_Records provided_
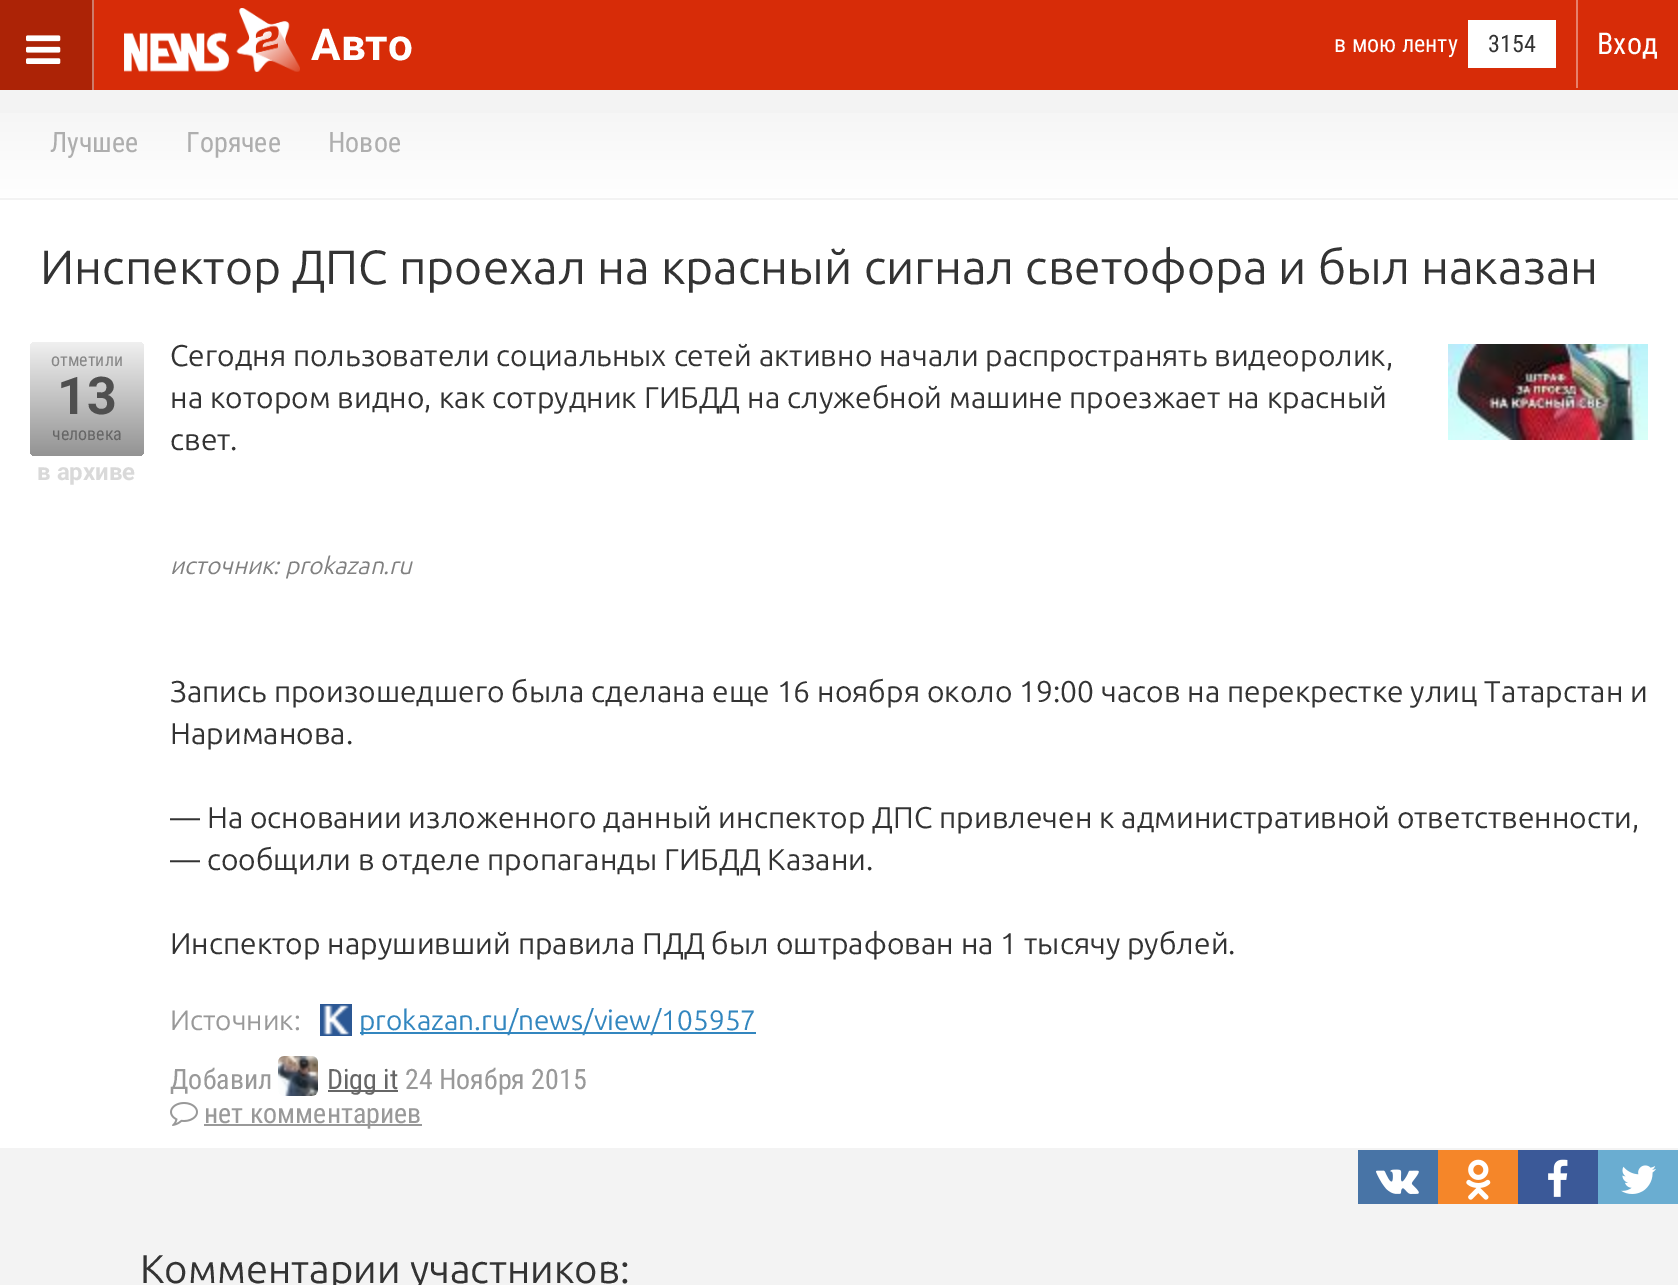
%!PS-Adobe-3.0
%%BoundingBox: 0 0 1678 1285
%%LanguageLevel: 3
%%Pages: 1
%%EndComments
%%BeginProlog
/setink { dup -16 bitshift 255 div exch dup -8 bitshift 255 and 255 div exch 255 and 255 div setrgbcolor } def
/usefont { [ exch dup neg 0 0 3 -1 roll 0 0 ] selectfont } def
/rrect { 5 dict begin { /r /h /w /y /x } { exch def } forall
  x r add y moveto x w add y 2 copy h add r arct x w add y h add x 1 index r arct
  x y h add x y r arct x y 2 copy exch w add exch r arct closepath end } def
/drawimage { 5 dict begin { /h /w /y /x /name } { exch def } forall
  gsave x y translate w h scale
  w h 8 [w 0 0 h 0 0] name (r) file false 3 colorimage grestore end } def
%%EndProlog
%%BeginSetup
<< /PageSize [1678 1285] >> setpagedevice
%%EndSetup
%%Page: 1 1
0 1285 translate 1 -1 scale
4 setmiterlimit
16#F3F3F3 setink
0 0 1678 1285 rectfill
[
    [94 0 1584 90 16#D72C08]
    [0 0 92 90 16#AC2306]
    [92 0 2 90 16#CD7B6A]
] { aload pop setink rectfill } forall
(img1.raw) 26 35 35 29 drawimage
(img2.raw) 124 8 176 64 drawimage
/Roboto-Bold 44 usefont
16#FFFFFF setink
311 60 moveto (Авто) show
/RobotoCondensed-Regular 24 usefont
1334 52 moveto (в мою ленту) show
1468 20 88 48 rectfill
16#333333 setink
1488 52 moveto (3154) show
16#E7806B setink
1576 0 2 88 rectfill
/RobotoCondensed-Regular 30 usefont
16#FFFFFF setink
1597 54 moveto (Вход) show
gsave 0 113 moveto 1678 113 lineto 1678 198 lineto 0 198 lineto closepath clip newpath
<< /ShadingType 2 /ColorSpace /DeviceRGB /Coords [839 90 839 198] /Extend [true true] /Function << /FunctionType 2 /Domain [0 1] /C0 [0.953 0.953 0.953] /C1 [1 1 1] /N 1 >> >> shfill grestore
/RobotoCondensed-Regular 28 usefont
16#AEAEAE setink
[
    [(Лучшее) 50 152]
    [(Горячее) 186 152]
    [(Новое) 328 152]
] { aload pop moveto show } forall
16#FFFFFF setink
0 200 1678 948 rectfill
/Ubuntu-Regular 48 usefont
16#333333 setink
40 284 moveto (Инспектор ДПС проехал на красный сигнал светофора и был наказан) show
gsave 30 342 114 114 6 rrect clip newpath
<< /ShadingType 2 /ColorSpace /DeviceRGB /Coords [87 342 87 456] /Extend [true true] /Function << /FunctionType 2 /Domain [0 1] /C0 [0.941 0.941 0.941] /C1 [0.576 0.576 0.576] /N 1 >> >> shfill grestore
/RobotoCondensed-Regular 18 usefont
16#878787 setink
51 366 moveto (отметили) show
/Roboto-Bold 52 usefont
16#4F4F4F setink
57 414 moveto (13) show
/RobotoCondensed-Regular 18 usefont
16#666666 setink
52 440 moveto (человека) show
/Roboto-Bold 24 usefont
16#D9D9D9 setink
37 480 moveto (в архиве) show
/Ubuntu-Regular 30 usefont
16#333333 setink
[
    [(Сегодня пользователи социальных сетей активно начали распространять видеоролик,) 170 366]
    [(на котором видно, как сотрудник ГИБДД на служебной машине проезжает на красный) 170 408]
    [(свет.) 170 450]
] { aload pop moveto show } forall
/Ubuntu-Italic 24 usefont
16#808080 setink
170 574 moveto (источник: prokazan.ru) show
/Ubuntu-Regular 30 usefont
16#333333 setink
[
    [(Запись произошедшего была сделана еще 16 ноября около 19:00 часов на перекрестке улиц Татарстан и) 170 702]
    [(Нариманова.) 170 744]
    [(— На основании изложенного данный инспектор ДПС привлечен к административной ответственности,) 170 828]
    [(— сообщили в отделе пропаганды ГИБДД Казани.) 170 870]
    [(Инспектор нарушивший правила ПДД был оштрафован на 1 тысячу рублей.) 170 954]
] { aload pop moveto show } forall
(img3.raw) 1448 344 200 96 drawimage
/Ubuntu-Regular 28 usefont
16#999999 setink
170 1030 moveto (Источник:) show
(img4.raw) 320 1004 32 32 drawimage
16#3286BF setink
360 1032 396 2 rectfill
359 1030 moveto (prokazan.ru/news/view/105957) show
/RobotoCondensed-Regular 28 usefont
16#999999 setink
170 1089 moveto (Добавил) show
(img5.raw) 278 1056 40 40 drawimage
16#666666 setink
328 1090 70 2 rectfill
327 1089 moveto (Digg it) show
16#999999 setink
405 1089 moveto (24 Ноября 2015) show
(img6.raw) 170 1102 28 24 drawimage
204 1124 218 2 rectfill
204 1123 moveto (нет комментариев) show
16#4874A6 setink
1358 1150 80 54 rectfill
(img7.raw) 1376 1169 43 25 drawimage
16#F58629 setink
1438 1150 80 54 rectfill
(img8.raw) 1466 1159 25 41 drawimage
16#3B5998 setink
1518 1150 80 54 rectfill
(img9.raw) 1548 1159 20 38 drawimage
16#6AADD1 setink
1598 1150 80 54 rectfill
(img10.raw) 1621 1165 35 29 drawimage
/Ubuntu-Regular 40 usefont
16#333333 setink
140 1283 moveto (Комментарии участников:) show
showpage
%%EOF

_Your objective_
Please give again the lines above between the line holding "exch dup neg" and the line holding "0 1285 translate 1 -1 scale", inclusive, exactly as they are and with nothing added.

_Task output_
/usefont { [ exch dup neg 0 0 3 -1 roll 0 0 ] selectfont } def
/rrect { 5 dict begin { /r /h /w /y /x } { exch def } forall
  x r add y moveto x w add y 2 copy h add r arct x w add y h add x 1 index r arct
  x y h add x y r arct x y 2 copy exch w add exch r arct closepath end } def
/drawimage { 5 dict begin { /h /w /y /x /name } { exch def } forall
  gsave x y translate w h scale
  w h 8 [w 0 0 h 0 0] name (r) file false 3 colorimage grestore end } def
%%EndProlog
%%BeginSetup
<< /PageSize [1678 1285] >> setpagedevice
%%EndSetup
%%Page: 1 1
0 1285 translate 1 -1 scale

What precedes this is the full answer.